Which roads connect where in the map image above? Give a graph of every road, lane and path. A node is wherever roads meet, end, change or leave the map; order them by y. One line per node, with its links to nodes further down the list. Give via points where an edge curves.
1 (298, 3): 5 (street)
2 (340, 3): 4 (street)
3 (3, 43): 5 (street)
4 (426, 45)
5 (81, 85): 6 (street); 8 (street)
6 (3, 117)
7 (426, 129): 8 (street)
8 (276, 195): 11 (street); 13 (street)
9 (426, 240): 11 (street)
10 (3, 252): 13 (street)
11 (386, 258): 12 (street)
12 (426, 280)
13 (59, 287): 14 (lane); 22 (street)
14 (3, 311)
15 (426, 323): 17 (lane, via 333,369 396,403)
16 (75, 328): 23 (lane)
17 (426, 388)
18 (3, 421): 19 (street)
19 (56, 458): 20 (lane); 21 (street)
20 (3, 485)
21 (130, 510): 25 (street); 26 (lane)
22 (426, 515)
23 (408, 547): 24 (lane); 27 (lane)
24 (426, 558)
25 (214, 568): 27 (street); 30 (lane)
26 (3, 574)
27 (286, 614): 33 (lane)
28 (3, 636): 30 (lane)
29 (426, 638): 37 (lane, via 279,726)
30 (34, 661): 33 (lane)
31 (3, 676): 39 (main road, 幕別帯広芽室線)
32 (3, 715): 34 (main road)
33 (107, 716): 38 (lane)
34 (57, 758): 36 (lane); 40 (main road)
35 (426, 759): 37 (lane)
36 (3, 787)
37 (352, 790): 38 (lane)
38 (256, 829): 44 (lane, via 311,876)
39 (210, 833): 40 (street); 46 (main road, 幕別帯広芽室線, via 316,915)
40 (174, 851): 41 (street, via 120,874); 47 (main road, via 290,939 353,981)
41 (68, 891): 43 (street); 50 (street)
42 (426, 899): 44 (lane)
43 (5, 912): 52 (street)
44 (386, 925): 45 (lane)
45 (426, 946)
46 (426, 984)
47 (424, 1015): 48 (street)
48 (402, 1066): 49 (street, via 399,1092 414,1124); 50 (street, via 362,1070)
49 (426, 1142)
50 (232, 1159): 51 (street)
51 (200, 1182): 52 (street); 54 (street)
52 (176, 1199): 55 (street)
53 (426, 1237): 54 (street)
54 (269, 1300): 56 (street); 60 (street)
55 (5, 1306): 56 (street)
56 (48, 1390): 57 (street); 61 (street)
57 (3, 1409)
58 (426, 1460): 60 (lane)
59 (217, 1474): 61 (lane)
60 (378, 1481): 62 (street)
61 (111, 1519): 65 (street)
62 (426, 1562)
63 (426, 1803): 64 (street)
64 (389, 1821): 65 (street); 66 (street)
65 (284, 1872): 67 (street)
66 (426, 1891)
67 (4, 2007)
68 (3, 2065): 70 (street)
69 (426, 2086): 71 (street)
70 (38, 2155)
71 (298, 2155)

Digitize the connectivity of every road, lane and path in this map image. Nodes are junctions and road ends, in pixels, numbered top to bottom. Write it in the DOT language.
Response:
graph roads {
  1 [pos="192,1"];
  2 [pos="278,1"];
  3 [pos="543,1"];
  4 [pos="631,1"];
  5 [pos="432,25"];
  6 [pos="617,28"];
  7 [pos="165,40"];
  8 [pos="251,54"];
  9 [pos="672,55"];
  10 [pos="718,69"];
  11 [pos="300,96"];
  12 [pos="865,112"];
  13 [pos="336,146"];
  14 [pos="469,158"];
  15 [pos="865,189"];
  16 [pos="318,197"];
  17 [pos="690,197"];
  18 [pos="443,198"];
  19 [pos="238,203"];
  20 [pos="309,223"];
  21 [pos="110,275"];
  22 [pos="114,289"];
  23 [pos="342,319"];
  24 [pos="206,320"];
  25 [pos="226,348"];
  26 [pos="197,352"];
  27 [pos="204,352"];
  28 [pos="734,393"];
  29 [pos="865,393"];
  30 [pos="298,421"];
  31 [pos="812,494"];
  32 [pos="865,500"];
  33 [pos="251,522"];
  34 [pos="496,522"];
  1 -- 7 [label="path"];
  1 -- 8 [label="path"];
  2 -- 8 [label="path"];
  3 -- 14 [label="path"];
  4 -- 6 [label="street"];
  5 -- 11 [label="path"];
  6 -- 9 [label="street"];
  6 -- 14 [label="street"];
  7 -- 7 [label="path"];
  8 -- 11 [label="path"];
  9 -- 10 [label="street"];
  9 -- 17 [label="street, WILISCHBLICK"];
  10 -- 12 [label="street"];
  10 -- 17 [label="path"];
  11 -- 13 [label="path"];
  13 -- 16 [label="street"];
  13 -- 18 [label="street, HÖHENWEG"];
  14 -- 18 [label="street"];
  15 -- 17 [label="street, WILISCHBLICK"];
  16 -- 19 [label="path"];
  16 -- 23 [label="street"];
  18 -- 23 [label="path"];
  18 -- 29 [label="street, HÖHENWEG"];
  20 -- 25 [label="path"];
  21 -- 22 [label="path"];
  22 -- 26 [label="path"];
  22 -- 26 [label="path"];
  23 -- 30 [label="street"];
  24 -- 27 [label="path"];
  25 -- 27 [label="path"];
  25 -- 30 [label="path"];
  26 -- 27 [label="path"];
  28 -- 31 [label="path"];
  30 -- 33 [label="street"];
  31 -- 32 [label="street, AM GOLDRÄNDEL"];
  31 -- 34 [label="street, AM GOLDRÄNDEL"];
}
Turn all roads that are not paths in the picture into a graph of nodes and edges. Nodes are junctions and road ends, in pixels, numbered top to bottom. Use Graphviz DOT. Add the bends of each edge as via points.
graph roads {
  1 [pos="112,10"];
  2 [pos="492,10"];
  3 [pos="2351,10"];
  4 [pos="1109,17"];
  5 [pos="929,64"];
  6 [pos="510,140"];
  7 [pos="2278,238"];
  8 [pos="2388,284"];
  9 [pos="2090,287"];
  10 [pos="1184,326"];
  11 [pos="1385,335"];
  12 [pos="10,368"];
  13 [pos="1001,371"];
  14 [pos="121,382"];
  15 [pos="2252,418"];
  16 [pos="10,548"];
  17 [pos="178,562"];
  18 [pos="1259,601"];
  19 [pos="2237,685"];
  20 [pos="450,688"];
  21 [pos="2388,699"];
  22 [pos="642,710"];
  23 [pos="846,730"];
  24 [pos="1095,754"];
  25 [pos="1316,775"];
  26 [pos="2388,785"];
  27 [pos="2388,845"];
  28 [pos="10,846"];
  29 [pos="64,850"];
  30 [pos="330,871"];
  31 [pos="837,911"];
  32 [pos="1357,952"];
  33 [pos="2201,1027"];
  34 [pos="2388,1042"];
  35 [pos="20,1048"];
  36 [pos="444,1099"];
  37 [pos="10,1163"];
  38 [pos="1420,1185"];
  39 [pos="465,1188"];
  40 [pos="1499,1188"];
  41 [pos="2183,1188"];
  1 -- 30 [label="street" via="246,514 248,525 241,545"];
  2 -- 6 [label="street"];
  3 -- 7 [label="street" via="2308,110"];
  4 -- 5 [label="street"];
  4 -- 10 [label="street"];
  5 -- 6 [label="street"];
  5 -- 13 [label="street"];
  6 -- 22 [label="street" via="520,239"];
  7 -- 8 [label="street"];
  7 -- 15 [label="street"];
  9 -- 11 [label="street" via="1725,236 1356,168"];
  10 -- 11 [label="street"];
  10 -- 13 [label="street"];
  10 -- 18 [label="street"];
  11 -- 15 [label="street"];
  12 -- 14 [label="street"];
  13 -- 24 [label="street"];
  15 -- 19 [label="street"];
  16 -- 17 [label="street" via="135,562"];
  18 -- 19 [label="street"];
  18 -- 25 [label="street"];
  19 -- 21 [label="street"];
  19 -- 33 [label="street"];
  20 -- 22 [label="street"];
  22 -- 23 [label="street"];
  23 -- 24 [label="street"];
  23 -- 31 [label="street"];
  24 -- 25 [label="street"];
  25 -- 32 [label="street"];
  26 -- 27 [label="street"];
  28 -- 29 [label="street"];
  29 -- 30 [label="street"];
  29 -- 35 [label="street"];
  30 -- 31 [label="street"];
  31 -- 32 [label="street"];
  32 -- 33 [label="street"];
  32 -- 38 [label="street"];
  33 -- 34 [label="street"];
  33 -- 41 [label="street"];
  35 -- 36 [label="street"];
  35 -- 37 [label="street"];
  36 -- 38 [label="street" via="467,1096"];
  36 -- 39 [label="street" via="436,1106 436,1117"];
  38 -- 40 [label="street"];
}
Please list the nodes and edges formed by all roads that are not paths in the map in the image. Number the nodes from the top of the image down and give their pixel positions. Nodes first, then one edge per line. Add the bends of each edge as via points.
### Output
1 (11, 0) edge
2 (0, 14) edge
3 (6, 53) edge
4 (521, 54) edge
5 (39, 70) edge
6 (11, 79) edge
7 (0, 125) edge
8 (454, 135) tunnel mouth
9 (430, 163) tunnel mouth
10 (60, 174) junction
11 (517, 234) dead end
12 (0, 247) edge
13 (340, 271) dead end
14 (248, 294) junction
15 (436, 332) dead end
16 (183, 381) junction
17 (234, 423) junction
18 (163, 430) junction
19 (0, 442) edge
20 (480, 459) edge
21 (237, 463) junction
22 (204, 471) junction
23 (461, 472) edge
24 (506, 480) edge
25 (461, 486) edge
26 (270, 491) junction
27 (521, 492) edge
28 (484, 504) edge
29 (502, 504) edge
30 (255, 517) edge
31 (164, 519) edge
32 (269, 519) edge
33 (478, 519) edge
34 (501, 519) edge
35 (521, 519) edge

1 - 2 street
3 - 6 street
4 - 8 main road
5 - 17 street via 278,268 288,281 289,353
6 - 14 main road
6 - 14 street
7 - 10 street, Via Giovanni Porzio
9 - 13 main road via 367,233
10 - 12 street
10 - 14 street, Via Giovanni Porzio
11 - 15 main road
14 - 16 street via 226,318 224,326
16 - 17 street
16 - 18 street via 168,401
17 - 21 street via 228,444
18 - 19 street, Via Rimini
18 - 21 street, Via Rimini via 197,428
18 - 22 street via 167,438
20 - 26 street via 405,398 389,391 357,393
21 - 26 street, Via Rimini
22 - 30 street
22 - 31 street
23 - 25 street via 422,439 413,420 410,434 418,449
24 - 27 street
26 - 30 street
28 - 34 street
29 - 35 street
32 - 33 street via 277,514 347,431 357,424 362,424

------------------------------------

__Instructions for the task__: Reproduce exactly the lines running from the one with "Please list the" to the last line of the listing above. Add nothing else.

__Exercise solution__:
Please list the nodes and edges formed by all roads that are not paths in the map in the image. Number the nodes from the top of the image down and give their pixel positions. Nodes first, then one edge per line. Add the bends of each edge as via points.
### Output
1 (11, 0) edge
2 (0, 14) edge
3 (6, 53) edge
4 (521, 54) edge
5 (39, 70) edge
6 (11, 79) edge
7 (0, 125) edge
8 (454, 135) tunnel mouth
9 (430, 163) tunnel mouth
10 (60, 174) junction
11 (517, 234) dead end
12 (0, 247) edge
13 (340, 271) dead end
14 (248, 294) junction
15 (436, 332) dead end
16 (183, 381) junction
17 (234, 423) junction
18 (163, 430) junction
19 (0, 442) edge
20 (480, 459) edge
21 (237, 463) junction
22 (204, 471) junction
23 (461, 472) edge
24 (506, 480) edge
25 (461, 486) edge
26 (270, 491) junction
27 (521, 492) edge
28 (484, 504) edge
29 (502, 504) edge
30 (255, 517) edge
31 (164, 519) edge
32 (269, 519) edge
33 (478, 519) edge
34 (501, 519) edge
35 (521, 519) edge

1 - 2 street
3 - 6 street
4 - 8 main road
5 - 17 street via 278,268 288,281 289,353
6 - 14 main road
6 - 14 street
7 - 10 street, Via Giovanni Porzio
9 - 13 main road via 367,233
10 - 12 street
10 - 14 street, Via Giovanni Porzio
11 - 15 main road
14 - 16 street via 226,318 224,326
16 - 17 street
16 - 18 street via 168,401
17 - 21 street via 228,444
18 - 19 street, Via Rimini
18 - 21 street, Via Rimini via 197,428
18 - 22 street via 167,438
20 - 26 street via 405,398 389,391 357,393
21 - 26 street, Via Rimini
22 - 30 street
22 - 31 street
23 - 25 street via 422,439 413,420 410,434 418,449
24 - 27 street
26 - 30 street
28 - 34 street
29 - 35 street
32 - 33 street via 277,514 347,431 357,424 362,424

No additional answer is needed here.